Según McKenzie (2001), mientras que el episteme moderno está construido sobre los conocimientos que provienen de los discursos legislativos en el ámbito penal y de los mecanismos de vigilancia, el episteme posmoderno se sustenta en los conocimientos que provienen, muchas veces, de los discursos del management (administración/gerencia) social y público, así como de las metodologías participativas. Hay una transformación de los marcos de producción de conocimiento que exige que estos lugares de enunciación, y en consecuencia los símbolos, imágenes, discursos y repertorios que ahí se producen, sean problematizados.

El modo de operar del régimen posmoderno en el ámbito social y cultural deviene en la aplicación de estructuras dramáticas a distintos campos de la actividad humana. En otras palabras, el flujo de la vida social se hace inteligible y es normalizado a través de su dramatización, a la vez que los sujetos devienen en actores. El sistema requiere, pues, de sujetos públicos que se destaquen por ser expresivos, creativos, innovadores, emprendedores, responsables, siempre dispuestos al cambio, y por ende, participativos. El sujeto que emerge de este régimen corresponde al homo performance descrito por turner (1987), cuyas cualidades constituyen a su vez valores fundantes de una épica y ethos presentes en la ideología neoliberal, en la cual toma la figura del sujeto emprendedor. Parafraseando a McKenzie (2001), esto se traduce en los mandatos: «Innova o estás fuera…, participa o estás fuera».

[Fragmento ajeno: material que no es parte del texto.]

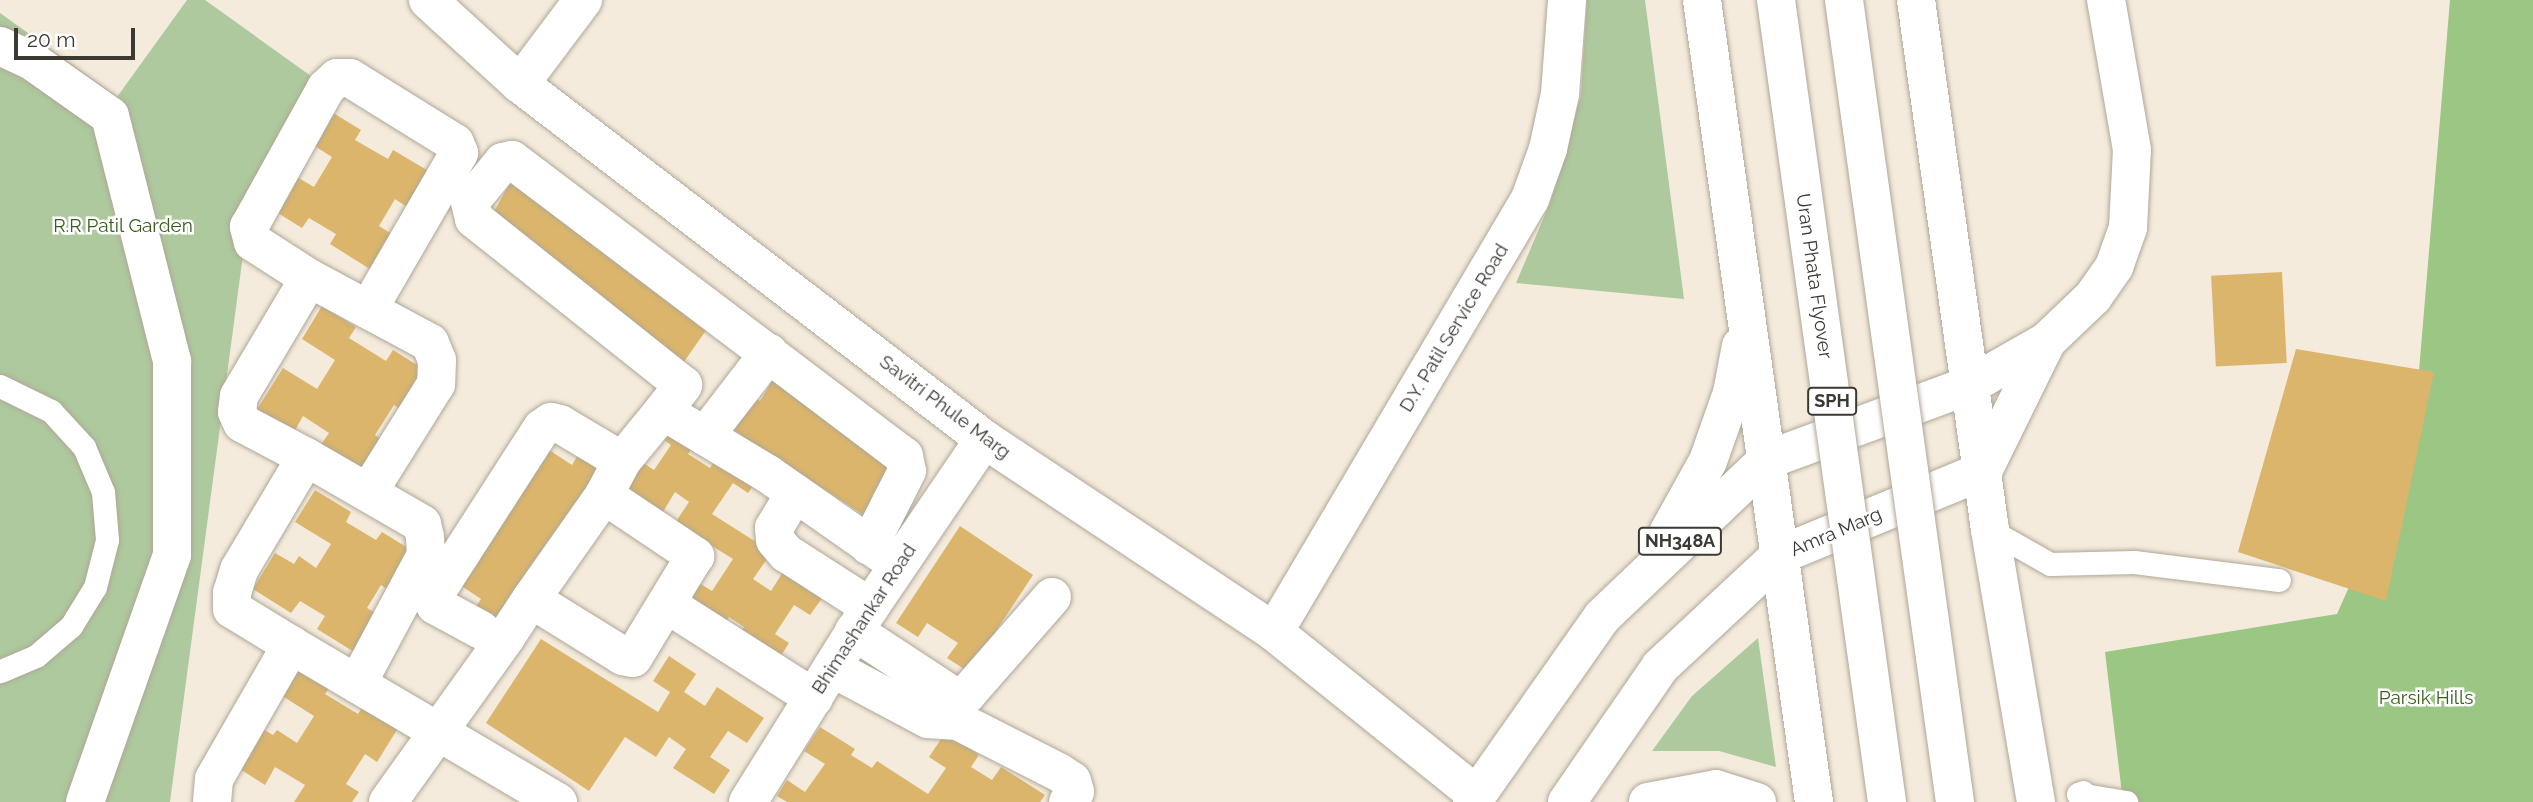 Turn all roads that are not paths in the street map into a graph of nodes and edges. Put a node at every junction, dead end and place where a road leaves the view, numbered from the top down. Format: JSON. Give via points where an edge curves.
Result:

Dentro de tal dinámica se observa la proliferación de repertorios que provienen de los géneros y mecanismos de las formas de cultura expresiva —como el teatro, el ritual, la música, la danza, las peregrinaciones, los concursos, las competencias deportivas, los festivales y el circo—, que se instrumentalizan en un sentido productivo y estratégico, ya sea para gestionar recursos humanos y culturales o para gobernar y producir. Estas tecnologías performativas se aplican de forma masiva, circulan como mercancías o servicios dentro del mercado, se legitiman en términos de su eficacia para generar impactos y se perfeccionan a través del desarrollo de saberes y campos disciplinarios que hacen posible su uso reflexivo e instrumental. La publicidad y el marketing, así como el coaching y la gerencia social, han desarrollado una oferta de productos y programas que utilizan metodologías performativas en el sentido en que basan estas en el ensayo, la persuasión, la ritualización, la dramatización y la espectacularización, así como en el principio de responsabilidad. Estas metodologías trabajan en el sentido del empoderamiento individual (reflexividad y autoconocimiento) así como de la creación de lealtades y sentidos de pertenencia, al mismo tiempo que producen sujetos eficientes para el sistema.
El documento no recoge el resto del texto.